▸ Prompt
Only the lines from the beginning of the entries through the one with "middle pip: (831, 921)" should be written out, please, exactly and without any pictures.

▸ Dataset records
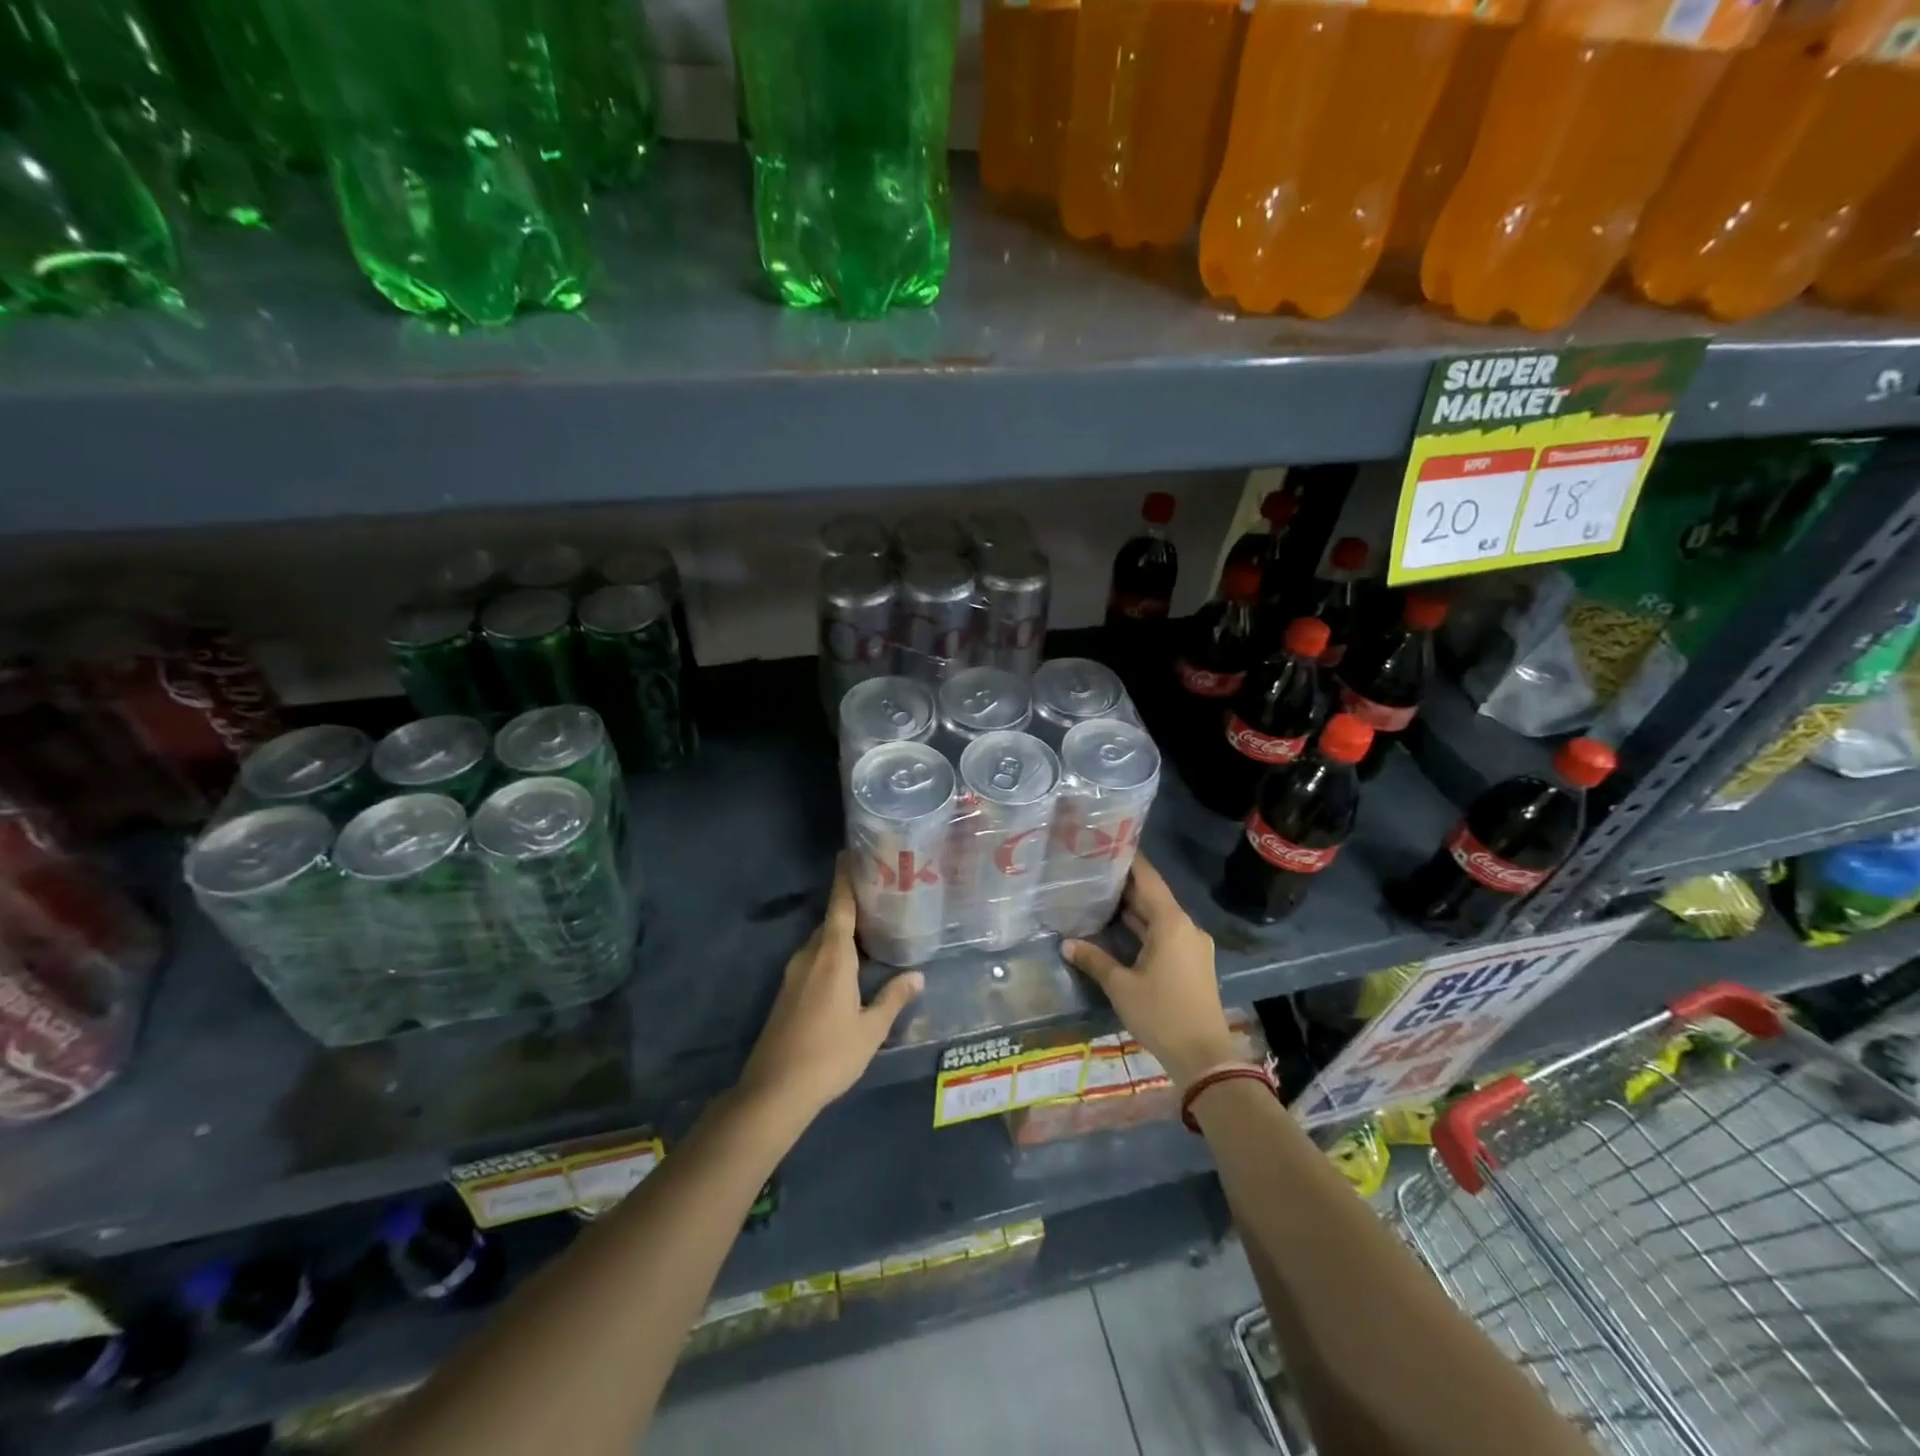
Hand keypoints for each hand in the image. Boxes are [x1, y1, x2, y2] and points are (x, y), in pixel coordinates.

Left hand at [737, 857, 923, 1119]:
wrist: (774, 1090)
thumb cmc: (829, 1055)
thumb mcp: (871, 1029)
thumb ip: (893, 998)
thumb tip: (917, 975)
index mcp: (832, 956)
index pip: (840, 906)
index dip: (845, 878)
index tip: (851, 853)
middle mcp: (810, 956)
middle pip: (831, 921)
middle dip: (851, 907)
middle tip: (879, 898)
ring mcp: (794, 974)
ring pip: (821, 943)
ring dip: (842, 934)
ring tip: (870, 932)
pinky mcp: (787, 993)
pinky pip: (813, 960)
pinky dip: (831, 954)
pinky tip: (849, 969)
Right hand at [1062, 855, 1238, 1089]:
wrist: (1205, 1057)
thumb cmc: (1161, 1014)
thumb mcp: (1121, 986)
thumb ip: (1094, 960)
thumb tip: (1066, 943)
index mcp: (1171, 922)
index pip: (1147, 878)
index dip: (1128, 860)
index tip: (1105, 845)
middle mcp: (1185, 926)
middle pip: (1153, 896)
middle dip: (1124, 886)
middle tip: (1091, 873)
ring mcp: (1192, 944)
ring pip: (1159, 916)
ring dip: (1133, 910)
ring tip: (1099, 898)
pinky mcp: (1193, 962)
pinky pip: (1166, 933)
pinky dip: (1144, 928)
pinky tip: (1119, 930)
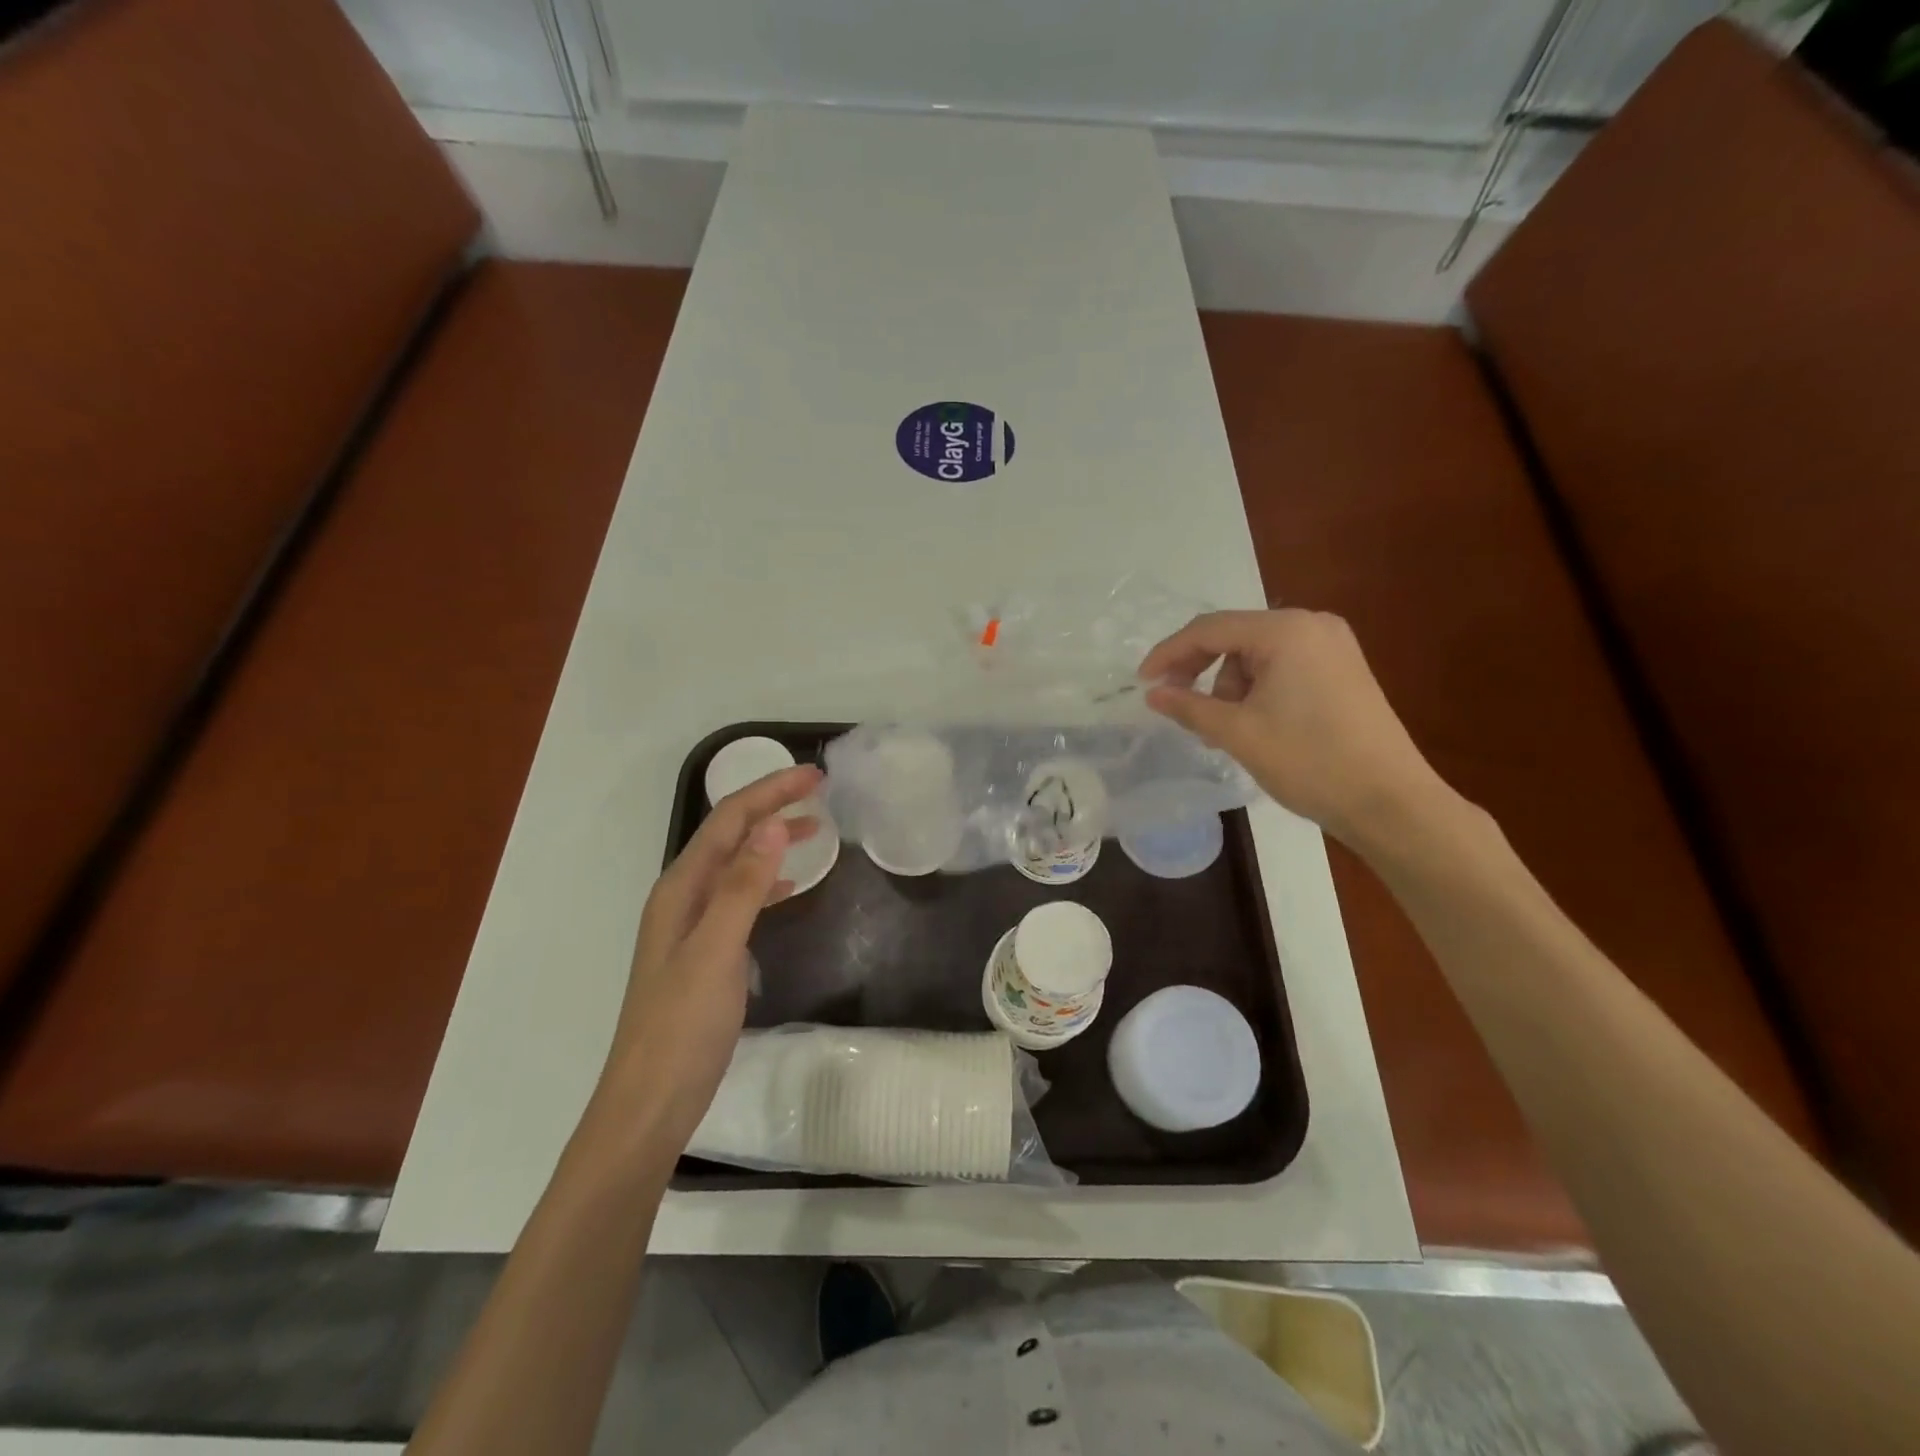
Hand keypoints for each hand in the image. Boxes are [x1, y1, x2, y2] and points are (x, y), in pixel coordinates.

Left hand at [588, 765, 822, 1160]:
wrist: (650, 1103)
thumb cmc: (683, 1027)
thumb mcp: (717, 951)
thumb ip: (743, 887)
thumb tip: (773, 824)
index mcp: (681, 889)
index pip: (728, 821)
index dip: (770, 791)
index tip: (815, 777)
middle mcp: (683, 898)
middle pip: (730, 835)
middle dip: (771, 805)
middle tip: (819, 792)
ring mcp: (692, 926)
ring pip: (736, 864)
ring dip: (771, 839)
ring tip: (815, 829)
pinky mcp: (705, 953)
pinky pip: (740, 897)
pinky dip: (767, 880)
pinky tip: (789, 886)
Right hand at [1140, 609, 1448, 846]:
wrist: (1389, 801)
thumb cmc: (1308, 761)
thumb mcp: (1237, 733)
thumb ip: (1189, 706)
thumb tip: (1153, 693)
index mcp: (1286, 631)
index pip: (1209, 629)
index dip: (1170, 653)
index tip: (1143, 682)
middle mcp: (1311, 625)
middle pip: (1234, 636)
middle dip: (1200, 669)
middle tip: (1176, 703)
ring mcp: (1332, 645)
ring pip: (1257, 654)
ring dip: (1229, 684)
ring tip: (1223, 728)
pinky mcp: (1343, 668)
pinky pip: (1282, 665)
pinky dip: (1257, 688)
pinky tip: (1252, 721)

▸ Expected output
Hand keypoints for each hand in the image. Boxes are [x1, y1, x2, y2] and points are (x, y), in pixel coordinates.

Left hand at [737, 857, 923, 1119]:
wrist: (774, 1090)
thumb cmc: (829, 1055)
thumb mcp: (871, 1029)
thumb ip: (893, 998)
thumb tip: (917, 975)
index mcp: (832, 956)
index pip: (840, 906)
index dip: (845, 878)
index tip: (851, 853)
middle mcp: (810, 956)
middle pip: (831, 921)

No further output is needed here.